FileSystem

Accessing files is one of those things that you probably need to do very early in your project. Although the POSIX functions fopen, fread, etc. are available on most platforms, they are not always the best choice. PlasmaEngine provides multiple layers of abstractions for accessing files, or more generally, data streams that look like files.

Overview

The following is a list of abstractions that you should be aware of. Each one will be explained in more detail below.

Streams (plStreamReader, plStreamWriter) are the basis for all reading and writing of abstract data streams. These are the two classes that you will use whenever something that acts like a file is passed around, even though it does not need to represent an actual file.
Low Level File Abstraction (plOSFile): This is the abstraction layer that implements reading and writing to actual files on disk in a mostly platform independent manner. This is what you typically should not need to use, at all. However, when something is not possible through the higher level abstractions, you might need to do it through this interface.
High Level File System (plFileSystem, plFileReader, plFileWriter): Through plFileSystem you can configure a virtual file-system. plFileReader and plFileWriter should be what you typically use to open 'files' in that virtual file-system. plFileReader and plFileWriter implement the respective stream interfaces plStreamReader and plStreamWriter, so once you have opened a file through these classes, you can pass them to any function that works on streams.

Streams

A 'stream' is simply a series of bytes. This data stream can come from a physical file, through a network or it can be generated fully procedurally.

Streams typically come in two forms: Ones that you can read from and ones that you can write to. In PlasmaEngine those two types of streams are represented with the interface classes plStreamReader and plStreamWriter respectively.

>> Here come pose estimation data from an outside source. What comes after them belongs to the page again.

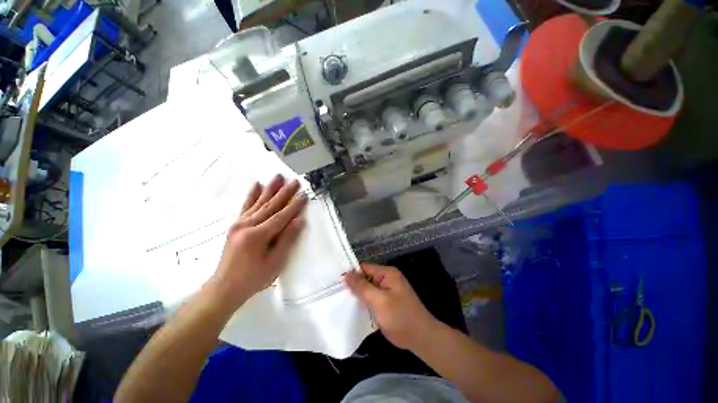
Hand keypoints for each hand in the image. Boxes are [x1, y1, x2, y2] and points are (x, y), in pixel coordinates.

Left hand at [208, 174, 306, 311]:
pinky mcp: (236, 225)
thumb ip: (287, 239)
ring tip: (278, 176)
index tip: (304, 194)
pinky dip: (252, 194)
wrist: (224, 287)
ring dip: (270, 188)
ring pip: (259, 202)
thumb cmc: (253, 278)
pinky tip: (256, 184)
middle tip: (295, 180)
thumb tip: (299, 220)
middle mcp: (247, 225)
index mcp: (258, 235)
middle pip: (271, 205)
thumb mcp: (275, 262)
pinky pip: (246, 206)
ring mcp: (239, 223)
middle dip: (285, 192)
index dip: (294, 205)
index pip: (281, 216)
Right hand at [344, 264, 438, 350]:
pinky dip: (364, 301)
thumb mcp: (379, 301)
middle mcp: (387, 278)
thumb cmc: (400, 318)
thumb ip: (362, 287)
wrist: (421, 338)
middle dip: (353, 285)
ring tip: (340, 300)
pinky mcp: (387, 300)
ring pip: (368, 288)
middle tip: (335, 293)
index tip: (335, 282)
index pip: (364, 267)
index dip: (351, 274)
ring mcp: (388, 290)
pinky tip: (353, 307)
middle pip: (365, 277)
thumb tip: (346, 274)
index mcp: (387, 273)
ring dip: (358, 294)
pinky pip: (372, 297)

The stream interfaces are reduced in functionality to what all types of data streams can provide. Reading is always done from the current read position. Writing will always append data at the end of the stream. You cannot seek to an arbitrary position (when reading you can skip ahead) and you cannot re-read the same data or overwrite previously written data. Although this can be limiting in a few scenarios, it is absolutely sufficient for the vast majority of use cases. For the few cases where you really need to set the read or write position, you can revert to another abstraction layer, e.g. on an plOSFile you have more control.

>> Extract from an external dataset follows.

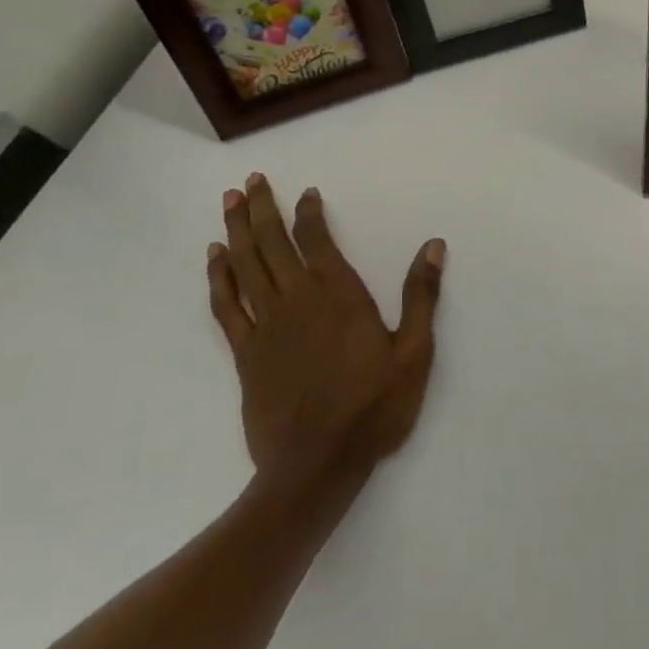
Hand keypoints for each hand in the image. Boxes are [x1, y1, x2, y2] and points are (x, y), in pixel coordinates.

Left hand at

Inside the core engine we typically do not care about files, at all. Therefore you will not find many functions that take a file-name string. In the few cases that this is so, those functions are usually just convenience functions that internally open a file and then pass along the file as a stream. Instead most engine functions work directly on streams. This decouples the engine from working on the concept of files and enables to work on data from any kind of source. For example, this makes it easy to embed a file in an archive or to read it from a network, or even both combined.

Memory Streams

A very frequently used implementation of streams is the 'memory stream'. This represents a stream of data that exists in RAM only. The data is stored in an plMemoryStreamStorage object. You can have multiple readers through the plMemoryStreamReader class and you could theoretically have multiple writers through the plMemoryStreamWriter class (though having more than one will probably not work in any useful way).

Plasma Engine often uses memory streams to store incoming data for fast access later. For example the plResourceManager reads files from disk on a separate thread into a memory stream. This allows to do the slow file reading in parallel without blocking the main thread. Once all data is read into the memory stream, the main thread can then read the data directly from memory and have a guaranteed latency. The interface for reading from file or the memory stream is identical, so the code that actually interprets the file content does not need to know about this optimization at all.

Other Types of Streams

Plasma Engine comes with a variety of stream implementations:

Compressed Streams: Through plCompressedStreamReaderZstd and plCompressedStreamWriterZstd you can easily add compression to your data streams. These classes take another stream as input or output, so you can pass it a file or memory stream to work upon.
Chunk Streams: A chunk stream is basically a stream that is divided into distinct parts which are fully separated from each other. This allows to handle one stream (e.g. a file) as if it were actually multiple streams, which is useful when you want to package multiple files into one. The useful feature of these streams is that code often reads a stream until it ends (e.g. nothing more can be read). When you package multiple files into one stream, this behavior can end badly. A chunk stream enables you to prevent code from reading further than a specific point (a virtual 'end-of-stream' position). Chunk formats are also useful when you only want to read or update certain parts of a file, without knowing how the rest of the file format works. This is possible because the size of each chunk is stored in the stream which allows to skip or read an entire chunk and pass it through.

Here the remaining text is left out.